Ex-Spotify exec on the communications that people consider most important
One economist/Spotify alumnus set about ranking which communication activities people feel are the most important, with some undeniably surprising results.
Guest post by Bobby Owsinski of Music 3.0
There are so many ways to communicate these days. Social, radio, television, CDs, streaming, telephone, and direct messaging are just a few. All told there are actually 25 modern communication activities that we’re exposed to every day. But which ones do we consider important? And which ones do we pay the most attention to? That’s some of the issues that economist Will Page discusses in his book Tarzan Economics. If you recognize the name, that’s because Will used to be the chief economist for Spotify.
The book is a fantastic look at what he calls “the eight principles of pivoting through disruption,” but what I found fascinating was a list of communication activities that we experience, and even better, the ones we find the most important. Ready? Here we go.
In order of importance:
- Phone calls
- Text messaging
- Emails
- Books
- Websites and apps
- Recorded TV
- Live TV
- Live Radio
- Social Networking
- Personal digital audio
- CD/vinyl
- Streamed music
- On-demand radio
- Music videos
- Online video clips
What’s shocking here is that some of the legacy communication formats like phone, email, books, television and radio we consider more important than the ones that get the most hype, like social networking, streaming and online video.
There’s also another way to look at this though. We can look at what communication activities get most of our attention. Again, the legacy formats come out looking pretty good.

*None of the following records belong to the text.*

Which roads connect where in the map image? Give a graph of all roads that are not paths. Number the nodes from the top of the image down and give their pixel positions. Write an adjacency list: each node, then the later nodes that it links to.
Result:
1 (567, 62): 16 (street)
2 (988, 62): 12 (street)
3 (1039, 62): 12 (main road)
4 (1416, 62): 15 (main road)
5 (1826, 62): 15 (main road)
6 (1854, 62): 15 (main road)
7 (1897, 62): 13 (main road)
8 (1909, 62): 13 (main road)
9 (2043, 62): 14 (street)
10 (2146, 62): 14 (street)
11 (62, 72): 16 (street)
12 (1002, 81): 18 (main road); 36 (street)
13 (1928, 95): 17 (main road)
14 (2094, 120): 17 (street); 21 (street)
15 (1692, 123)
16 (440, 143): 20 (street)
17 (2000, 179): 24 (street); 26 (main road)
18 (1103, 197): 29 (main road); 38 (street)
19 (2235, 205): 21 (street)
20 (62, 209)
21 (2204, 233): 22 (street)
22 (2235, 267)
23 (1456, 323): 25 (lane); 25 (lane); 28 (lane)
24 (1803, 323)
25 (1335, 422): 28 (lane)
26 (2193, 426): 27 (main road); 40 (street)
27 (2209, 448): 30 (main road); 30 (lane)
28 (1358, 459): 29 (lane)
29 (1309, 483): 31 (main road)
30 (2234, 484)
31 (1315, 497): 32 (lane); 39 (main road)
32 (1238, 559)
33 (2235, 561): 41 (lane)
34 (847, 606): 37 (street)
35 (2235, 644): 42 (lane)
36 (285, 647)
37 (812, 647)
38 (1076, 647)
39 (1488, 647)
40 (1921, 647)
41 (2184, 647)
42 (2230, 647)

In order of what gets our greatest attention:
- Phone calls
- Books
- Emailing
- Online shopping
- Video calls
- Texting
- Websites, recorded TV, newspapers, video games, magazines, free on-demand, DVD/Bluray, Paid on-demand (tied)
- Instant messaging, online video clips (tied)
- Photo or video messaging
- Social networking
- Live TV, on-demand radio (tied)
- Personal digital audio, music videos (tied)
- Live radio, CD/vinyl (tied)
- Streaming audio
What’s particularly shocking on both lists is that music is pretty much last in attention and importance to most people. Things that we take for granted, yet feel are somewhat dated like phone calls, books and email are at the top.
The lesson here is that we can’t take the legacy communication activities for granted, and we shouldn’t overemphasize what many consider the “modern” ways of doing things. When it comes to fully capturing someone’s attention, the good old phone is still the best.